A marginal 0.01 per cent rise was recorded by the Nigerian Exchange (NGX) Limited on Tuesday. This was different from the flattish mode of the market the previous day.

Investor sentiment remained bullish as Customs Street finished with 31 price gainers and 26 price losers, implying a positive market breadth index.

Aluminium Extrusion topped the gainers’ log after it improved its price by 10.00 per cent to N9.35, Guinness Nigeria appreciated by 9.98 per cent to N263.40, Multiverse expanded by 9.95 per cent to N12.15, MeCure Industries also soared by 9.95 per cent to N45.85, and Sovereign Trust Insurance advanced by 9.89 per cent to N4.11.

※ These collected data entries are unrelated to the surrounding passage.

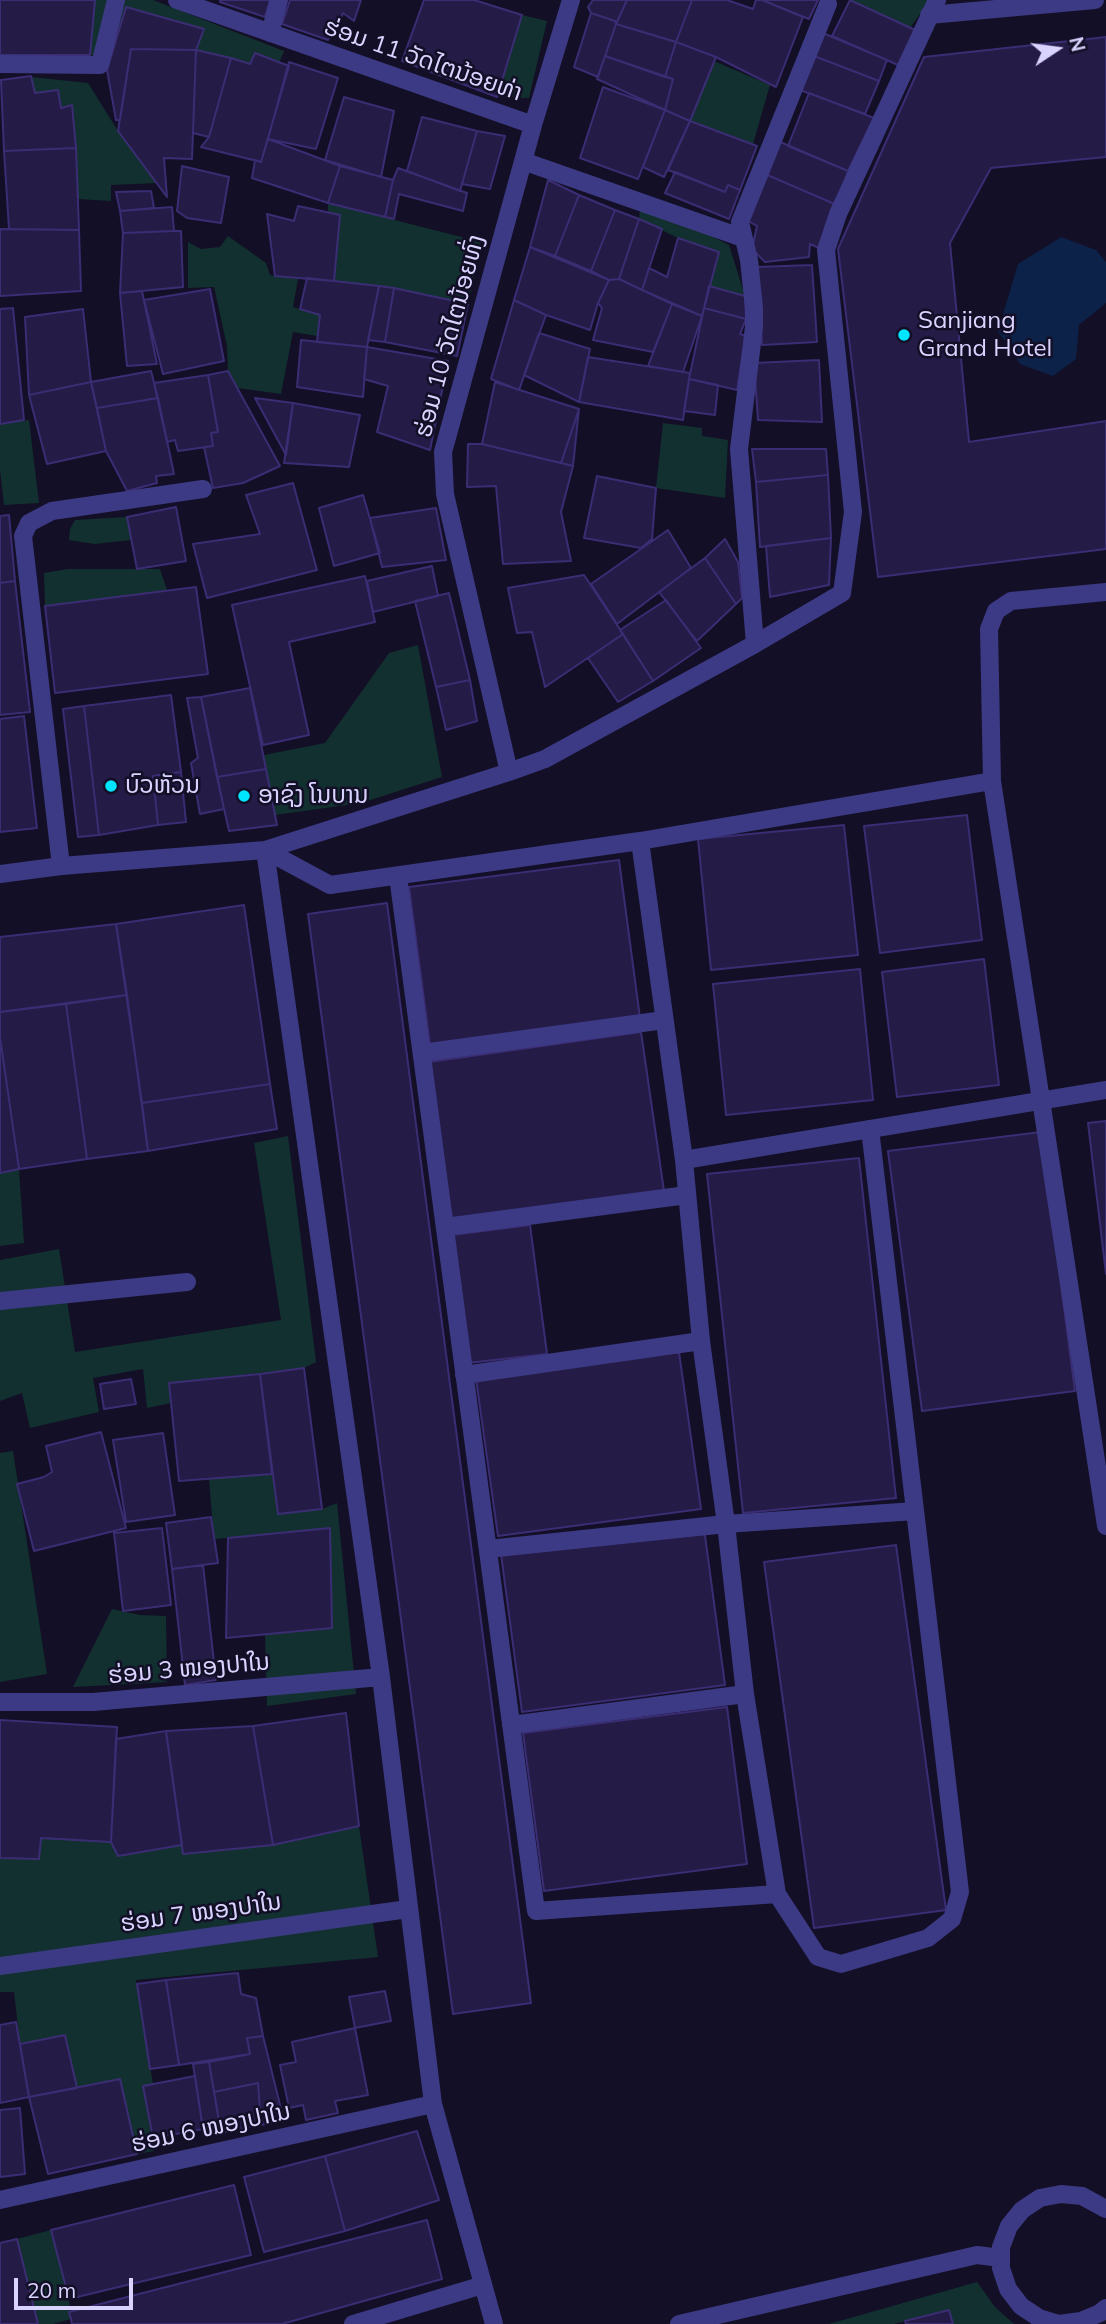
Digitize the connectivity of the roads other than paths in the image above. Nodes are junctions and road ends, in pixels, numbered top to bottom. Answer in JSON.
{"nodes":[{"id":1,"x":117,"y":0,"type":"edge"},
{"id":2,"x":177,"y":0,"type":"edge"},
{"id":3,"x":279,"y":0,"type":"edge"},
{"id":4,"x":571,"y":0,"type":"edge"},
{"id":5,"x":1095,"y":0,"type":"edge"},
{"id":6,"x":828,"y":4,"type":"dead end"},
{"id":7,"x":933,"y":8,"type":"edge"},
{"id":8,"x":270,"y":33,"type":"junction"},
{"id":9,"x":0,"y":64,"type":"edge"},
{"id":10,"x":533,"y":125,"type":"junction"},
{"id":11,"x":523,"y":161,"type":"junction"},
{"id":12,"x":743,"y":238,"type":"junction"},
{"id":13,"x":203,"y":489,"type":"dead end"},
{"id":14,"x":1106,"y":592,"type":"edge"},
{"id":15,"x":755,"y":644,"type":"junction"},
{"id":16,"x":509,"y":772,"type":"junction"},
{"id":17,"x":992,"y":781,"type":"junction"},
{"id":18,"x":640,"y":841,"type":"junction"},
{"id":19,"x":265,"y":850,"type":"junction"},
{"id":20,"x":61,"y":866,"type":"junction"},
{"id":21,"x":0,"y":874,"type":"edge"},
{"id":22,"x":398,"y":876,"type":"junction"},
{"id":23,"x":664,"y":1020,"type":"junction"},
{"id":24,"x":422,"y":1052,"type":"junction"},
{"id":25,"x":1106,"y":1090,"type":"edge"},
{"id":26,"x":1041,"y":1100,"type":"junction"},
{"id":27,"x":870,"y":1129,"type":"junction"},
{"id":28,"x":684,"y":1160,"type":"junction"},
{"id":29,"x":687,"y":1195,"type":"junction"},
{"id":30,"x":445,"y":1227,"type":"junction"},
{"id":31,"x":187,"y":1282,"type":"dead end"},
{"id":32,"x":0,"y":1301,"type":"edge"},
{"id":33,"x":701,"y":1341,"type":"junction"},
{"id":34,"x":464,"y":1375,"type":"junction"},
{"id":35,"x":915,"y":1511,"type":"junction"},
{"id":36,"x":726,"y":1524,"type":"junction"},
{"id":37,"x":1106,"y":1526,"type":"edge"},
{"id":38,"x":488,"y":1549,"type":"junction"},
{"id":39,"x":382,"y":1677,"type":"junction"},
{"id":40,"x":745,"y":1694,"type":"junction"},
{"id":41,"x":0,"y":1702,"type":"edge"},
{"id":42,"x":511,"y":1725,"type":"junction"},
{"id":43,"x":777,"y":1894,"type":"junction"},
{"id":44,"x":408,"y":1909,"type":"junction"},
{"id":45,"x":0,"y":1966,"type":"edge"},
{"id":46,"x":433,"y":2105,"type":"junction"},
{"id":47,"x":0,"y":2200,"type":"edge"},
{"id":48,"x":1106,"y":2209,"type":"edge"},
{"id":49,"x":1001,"y":2258,"type":"junction"},
{"id":50,"x":483,"y":2286,"type":"junction"},
{"id":51,"x":1106,"y":2308,"type":"edge"},
{"id":52,"x":1081,"y":2323,"type":"edge"},
{"id":53,"x":353,"y":2324,"type":"edge"},
{"id":54,"x":494,"y":2324,"type":"edge"},
{"id":55,"x":679,"y":2324,"type":"edge"}],
"edges":[{"from":1,"to":9,"type":"street"},
{"from":2,"to":8,"type":"street","name":"ຮ່ອມ 11 ວັດໄຕນ້ອຍທ່າ"},
{"from":3,"to":8,"type":"street"},
{"from":4,"to":10,"type":"street","name":"ຮ່ອມ 10 ວັດໄຕນ້ອຍທົ່ງ"},
{"from":5,"to":7,"type":"street"},
{"from":6,"to":12,"type":"street"},
{"from":7,"to":15,"type":"street"},
{"from":8,"to":10,"type":"street","name":"ຮ່ອມ 11 ວັດໄຕນ້ອຍທ່າ"},
{"from":10,"to":11,"type":"street","name":"ຮ່ອມ 10 ວັດໄຕນ້ອຍທົ່ງ"},
{"from":11,"to":12,"type":"street"},
{"from":11,"to":16,"type":"street","name":"ຮ່ອມ 10 ວັດໄຕນ້ອຍທົ່ງ"},
{"from":12,"to":15,"type":"street"},
{"from":13,"to":20,"type":"street"},
{"from":14,"to":17,"type":"street"},
{"from":15,"to":16,"type":"street"},
{"from":16,"to":19,"type":"street"},
{"from":17,"to":18,"type":"street"},
{"from":17,"to":26,"type":"street"},
{"from":18,"to":22,"type":"street"},
{"from":18,"to":23,"type":"street"},
{"from":19,"to":20,"type":"street"},
{"from":19,"to":22,"type":"street"},
{"from":19,"to":39,"type":"street"},
{"from":20,"to":21,"type":"street"},
{"from":22,"to":24,"type":"street"},
{"from":23,"to":24,"type":"street"},
{"from":23,"to":28,"type":"street"},
{"from":24,"to":30,"type":"street"},
{"from":25,"to":26,"type":"street"},
{"from":26,"to":27,"type":"street"},
{"from":26,"to":37,"type":"street"},
{"from":27,"to":28,"type":"street"},
{"from":27,"to":35,"type":"street"},
{"from":28,"to":29,"type":"street"},
{"from":29,"to":30,"type":"street"},
{"from":29,"to":33,"type":"street"},
{"from":30,"to":34,"type":"street"},
{"from":31,"to":32,"type":"street"},
{"from":33,"to":34,"type":"street"},
{"from":33,"to":36,"type":"street"},
{"from":34,"to":38,"type":"street"},
{"from":35,"to":36,"type":"street"},
{"from":35,"to":43,"type":"street"},
{"from":36,"to":38,"type":"street"},
{"from":36,"to":40,"type":"street"},
{"from":38,"to":42,"type":"street"},
{"from":39,"to":41,"type":"street","name":"ຮ່ອມ 3 ໜອງປາໃນ"},
{"from":39,"to":44,"type":"street"},
{"from":40,"to":42,"type":"street"},
{"from":40,"to":43,"type":"street"},
{"from":42,"to":43,"type":"street"},
{"from":44,"to":45,"type":"street","name":"ຮ່ອມ 7 ໜອງປາໃນ"},
{"from":44,"to":46,"type":"street"},
{"from":46,"to":47,"type":"street","name":"ຮ່ອມ 6 ໜອງປາໃນ"},
{"from":46,"to":50,"type":"street"},
{"from":48,"to":49,"type":"street"},
{"from":49,"to":52,"type":"street"},
{"from":49,"to":55,"type":"street"},
{"from":50,"to":53,"type":"street"},
{"from":50,"to":54,"type":"street"},
{"from":51,"to":52,"type":"street"}]}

Conversely, Haldane McCall led the losers’ chart after it shed 9.93 per cent to settle at N3.72, Veritas Kapital lost 9.09 per cent to close at N1.60, LivingTrust Mortgage Bank also declined by 9.09 per cent to N3.50, and Linkage Assurance depreciated by 5.71 per cent to N1.65.

During the trading day, the All-Share Index (ASI) went up by 21.23 points to 149,459.11 points from the previous day’s 149,437.88 points and the market capitalisation increased by N14 billion to N95.281 trillion from N95.267 trillion.

Yesterday, traders transacted 1.0 billion equities for N21.8 billion in 23,701 deals compared with the 553.1 million equities valued at N13.3 billion traded in 28,907 deals on Monday, representing a decline in the number of deals by 18.01 per cent, and a surge in the trading volume and value by 80.80 per cent and 63.91 per cent apiece.

Access Holdings traded 385.8 million stocks worth N7.7 billion, Champion Breweries transacted 111.8 million shares valued at N817.8 million, Sterling Holdings exchanged 85.5 million equities for N589.9 million, FCMB sold 74.7 million shares valued at N791.5 million, and First Holdco transacted 51.9 million equities worth N1.8 billion.